24 May 2021
By Commissioner Nthabiseng Moleko
With at least 1 in 5 women reported to have suffered sexual violence in South Africa, it is likely that every household has been affected by GBV. Yet, disturbingly a recently released report by the Commission for Gender Equality measuring the country’s response to the eradication of GBV has shown that only 17 of the 80 (21%) targets were achieved. 12 (15%) were partially achieved and the majority 51 (64%) were not achieved. Pointing to an urgent and immediate need to strengthen accountability to the GBV scourge in the hope of providing real access to justice for victims of GBV.
The result of significant civil society mobilisation after the deaths of Leighandre Jegels, Uyinene Mrwetyana and Jesse Hess and many other victims less known, caused the nation to respond to the national outcry on senseless and violent crimes against women and children. However, this response has not been sustained and did not lead to a decline in the actual incidence of GBV. The calling of a Presidential Summit on GBV and Femicide held on 1-2 November 2018 was a response to the worsening regard for human life and the heightening of attacks against women, and girl children including rape, domestic violence and femicide at the hands of males.
The government highlighted key activities that needed to be executed in response to the GBV crisis due to several indices pointing to a country unable to cope with the scourge of gender based violence, hence the title “Emergency Response Action Plan”. According to Statistics South Africa globally, South Africa has the highest rate of rape with 138 women per 100,000 raped in 2020. The CSVR crime statistics grimly depict an ever-increasing number of rapes in the country and high levels of intimate partner violence. What is most distressing is that most sexual crimes are not reported, and it is likely that these figures represent a fraction of the true nature of the lived experience of South African women and children.
Normal measures were inadequate, emergency measures in addition to the existing policy and institutional framework in place were needed to address the crisis decisively. The Emergency Response Action Plan (ERAP) was announced by the President and it commenced in October 2019 as the basis for a decisive and immediate, prioritised response by the government and its departments.
There was much fanfare about the establishment of structures, interim committees and the allocation of significant funds to support and finance the implementing agencies and government departments. As the Commission ours was to assess whether the interventions and response was achieved as promised. There were five areas of urgent intervention i) access to justice for victims of crime and survivors ii) changing norms and behaviours iii) strengthening accountability and architecture and iv) prioritizing interventions that would address women’s vulnerability.
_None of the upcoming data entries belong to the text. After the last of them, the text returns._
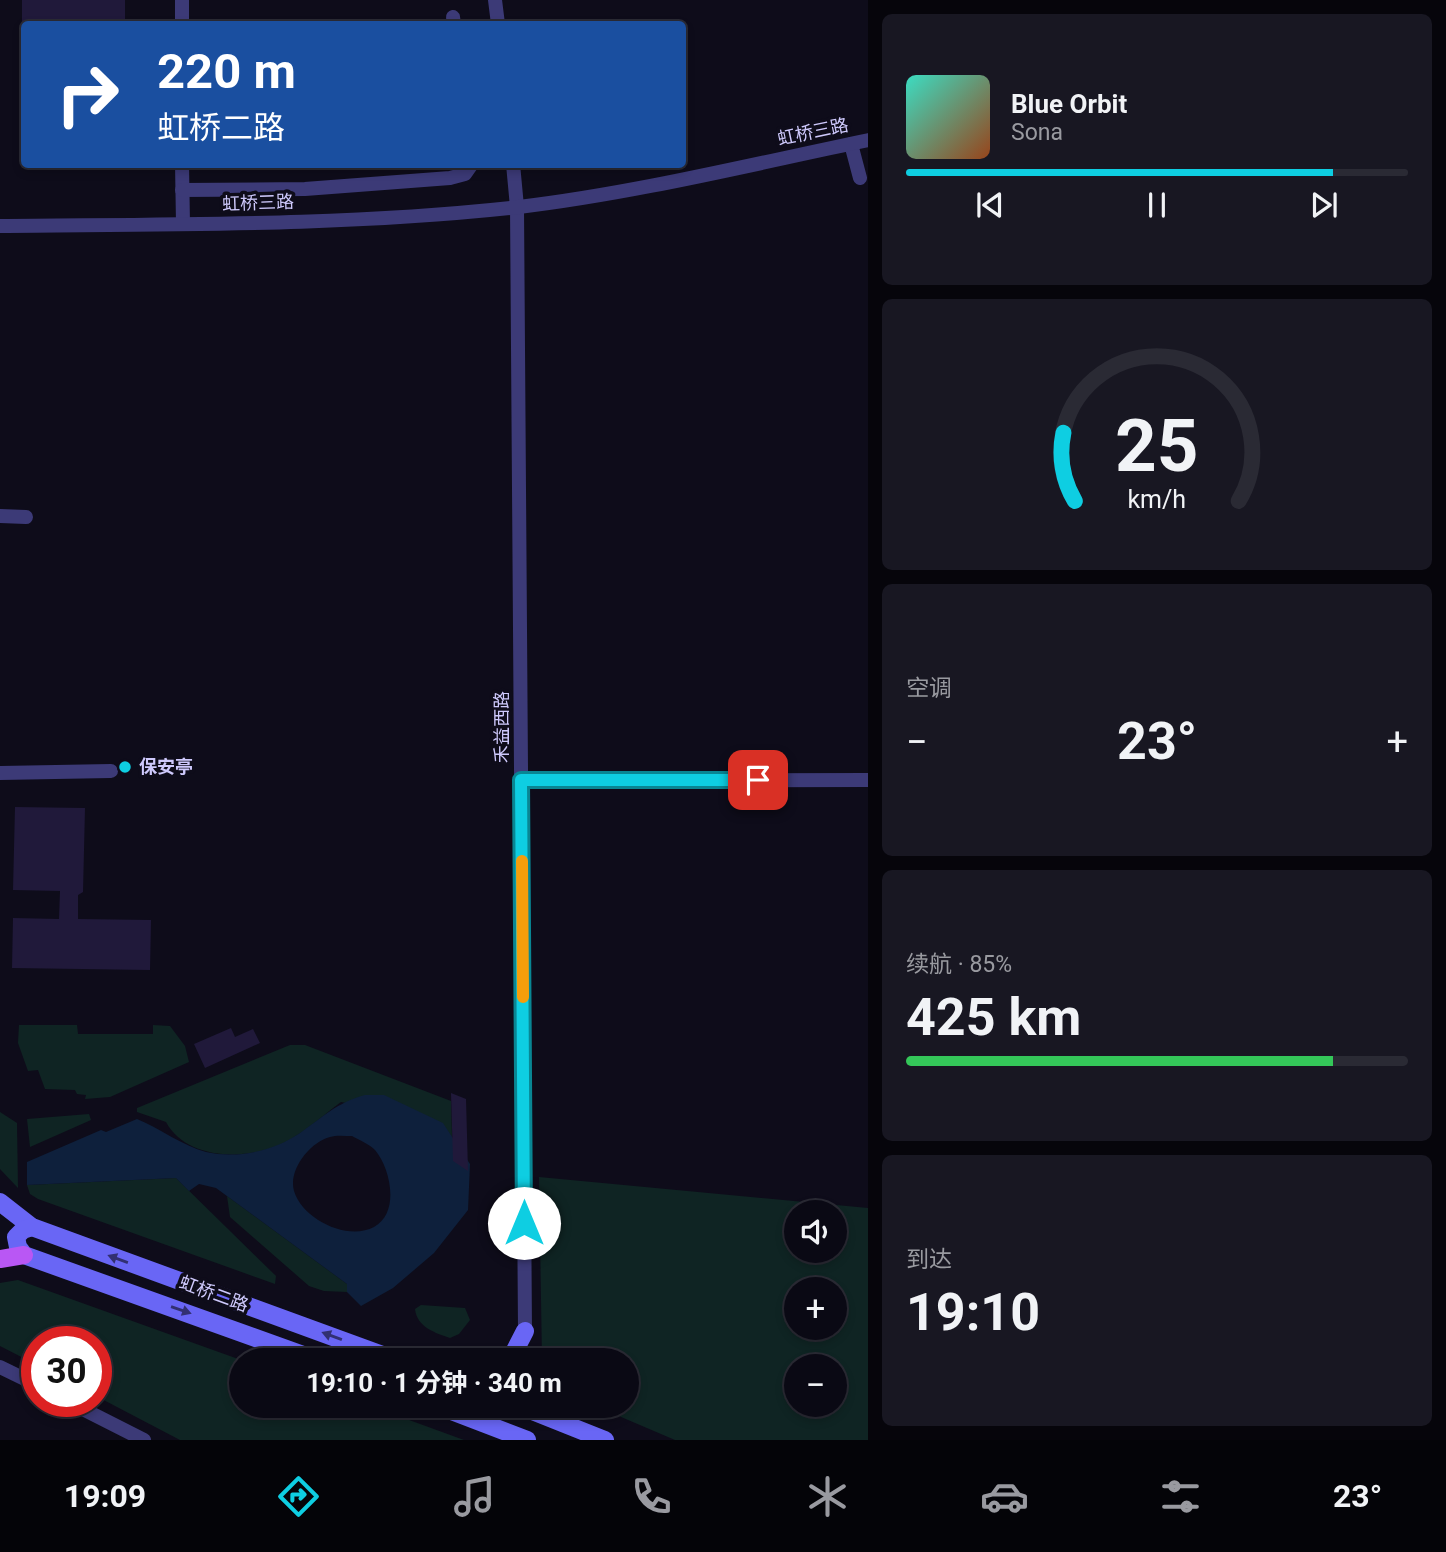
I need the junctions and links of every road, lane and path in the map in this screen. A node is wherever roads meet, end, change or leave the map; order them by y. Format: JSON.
{"nodes":[{"id":1,"x":182,"y":0,"type":"edge"},
{"id":2,"x":495,"y":0,"type":"edge"},
{"id":3,"x":182,"y":21,"type":"edge"},
{"id":4,"x":498,"y":21,"type":"edge"},
{"id":5,"x":868,"y":140,"type":"edge"},
{"id":6,"x":868,"y":146,"type":"edge"},
{"id":7,"x":852,"y":147,"type":"junction"},
{"id":8,"x":182,"y":168,"type":"edge"},
{"id":9,"x":469,"y":168,"type":"edge"},
{"id":10,"x":513,"y":168,"type":"edge"},
{"id":11,"x":860,"y":178,"type":"dead end"},
{"id":12,"x":182,"y":190,"type":"junction"},
{"id":13,"x":517,"y":207,"type":"junction"},
{"id":14,"x":183,"y":224,"type":"junction"},
{"id":15,"x":0,"y":226,"type":"edge"},
{"id":16,"x":0,"y":516,"type":"edge"},
{"id":17,"x":26,"y":517,"type":"dead end"},
{"id":18,"x":111,"y":771,"type":"dead end"},
{"id":19,"x":0,"y":773,"type":"edge"},
{"id":20,"x":521,"y":780,"type":"junction"},
{"id":21,"x":868,"y":780,"type":"edge"},
{"id":22,"x":0,"y":1202,"type":"edge"},
{"id":23,"x":32,"y":1227,"type":"junction"},
{"id":24,"x":24,"y":1255,"type":"junction"},
{"id":25,"x":0,"y":1259,"type":"edge"},
{"id":26,"x":525,"y":1331,"type":"junction"},
{"id":27,"x":284,"y":1348,"type":"edge"},
{"id":28,"x":363,"y":1348,"type":"edge"},
{"id":29,"x":516,"y":1348,"type":"edge"},
{"id":30,"x":526,"y":1348,"type":"edge"},
{"id":31,"x":0,"y":1367,"type":"edge"},
{"id":32,"x":21,"y":1377,"type":"edge"},
{"id":33,"x":99,"y":1417,"type":"edge"},
{"id":34,"x":470,"y":1418,"type":"edge"},
{"id":35,"x":550,"y":1418,"type":"edge"},
{"id":36,"x":564,"y":1418,"type":"edge"},
{"id":37,"x":578,"y":1429,"type":"junction"},
{"id":38,"x":144,"y":1440,"type":"edge"},
{"id":39,"x":527,"y":1440,"type":"edge"},
{"id":40,"x":605,"y":1440,"type":"edge"}],
"edges":[{"from":1,"to":3,"type":"street"},
{"from":2,"to":4,"type":"street"},
{"from":5,"to":7,"type":"street","name":"虹桥三路"},
{"from":6,"to":7,"type":"street","name":"虹桥三路"},
{"from":7,"to":11,"type":"street"},
{"from":7,"to":13,"type":"street","name":"虹桥三路"},
{"from":8,"to":12,"type":"street"},
{"from":9,"to":12,"type":"street"},
{"from":10,"to":13,"type":"street","name":"禾益西路"},
{"from":12,"to":14,"type":"street"},
{"from":13,"to":14,"type":"street","name":"虹桥三路"},
{"from":13,"to":20,"type":"street","name":"禾益西路"},
{"from":14,"to":15,"type":"street","name":"虹桥三路"},
{"from":16,"to":17,"type":"street"},
{"from":18,"to":19,"type":"street"},
{"from":20,"to":21,"type":"street"},
{"from":20,"to":26,"type":"street","name":"禾益西路"},
{"from":22,"to":23,"type":"street","name":"虹桥二路"},
{"from":23,"to":24,"type":"street"},
{"from":28,"to":23,"type":"street","name":"虹桥二路","one_way":true},
{"from":24,"to":25,"type":"main road"},
{"from":24,"to":27,"type":"street","name":"虹桥二路","one_way":true},
{"from":26,"to":29,"type":"street"},
{"from":26,"to":30,"type":"street"},
{"from":31,"to":32,"type":"street"},
{"from":33,"to":38,"type":"street"},
{"from":34,"to":39,"type":"street"},
{"from":35,"to":37,"type":"street"},
{"from":36,"to":37,"type":"street"},
{"from":37,"to":40,"type":"street"}]}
The focus will be on the thematic area: to urgently respond to victims and survivors of GBV.
It is accepted that to quell GBV support must be offered to NGOs by the DSD who across provinces provide support and services to victims. The targets and timeframes set by the public institutions and departments were 6 months, the deadline being the end of March which was before the COVID pandemic may have impacted execution of interventions. Out of 27 interventions in the thematic area of urgently responding to victims and survivors of GBV, 18 (66%) were not achieved . This means that the urgent responses were not rapid, prioritised or completed within the 6 month time frame. Of the targets that were achieved these included the training of 50 prosecutors and the training on 2238 officers. However these would not directly impact survivors. Even the partially achieved targets were on the targets of training related interventions for 90 social service practitioners, health professionals to improve their ability to conduct tasks such as trauma debriefing and post violence care at 246 facilities.
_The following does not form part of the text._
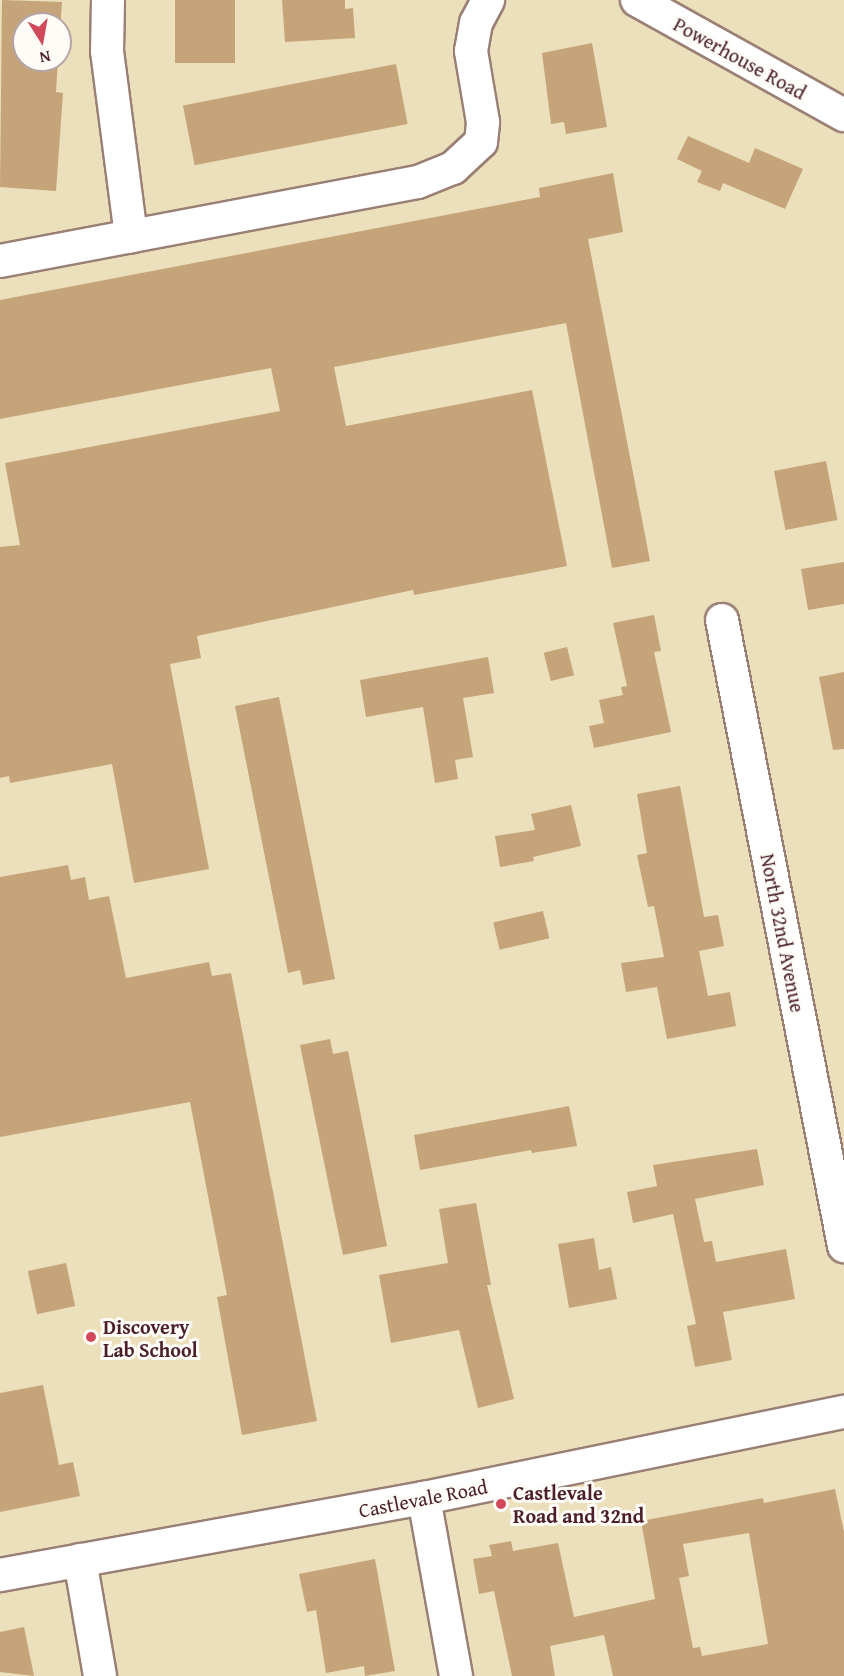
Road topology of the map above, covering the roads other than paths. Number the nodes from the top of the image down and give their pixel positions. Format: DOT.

Some of the biggest determinants to the provision of support to victims and survivors of GBV would have been the access of funds to NGOs and the filling of critical social worker, nurse posts and medical officers within the prescribed period; none of these targets were achieved. Not at least with the urgency of an emergency response action plan. Two examples that point to the inability to rapidly respond is the non-achievement of establishing an emergency fund by the Department of Social Development as the lead department to respond to the scourge. The state is heavily reliant on the provision of support by NGOs who rely on government funding to provide victim support services. Of the targeted R200 million an allocation of only R125 million was set aside for the achievement of this target. It is acknowledged that various funds were set aside but the shortfall of R75 million would have ensured NGOs that offered victims direct services were able to offer increased support to victims.
The time afforded by over 22 sector departments shows the need to co-ordinate a rapid response in times of crisis. We have in fact seen the ability to co-ordinate institutions of the state at both national and district level to mitigate the impact of COVID. Although the ERAP time has lapsed, the effects of the scourge and response required has not waned. Now that we have shown we are able to respond urgently to a global crisis, the time has come for us to consider the urgent and rapid actions needed for national crises. The Commission will continue to monitor efforts by the sector department to ensure the government response to the now adopted National Strategic Plan is indeed implemented within the timelines established.
Dr Nthabiseng Moleko is a Commissioner at the Commission for Gender Equality. She is the Acting Chairperson of the Commission.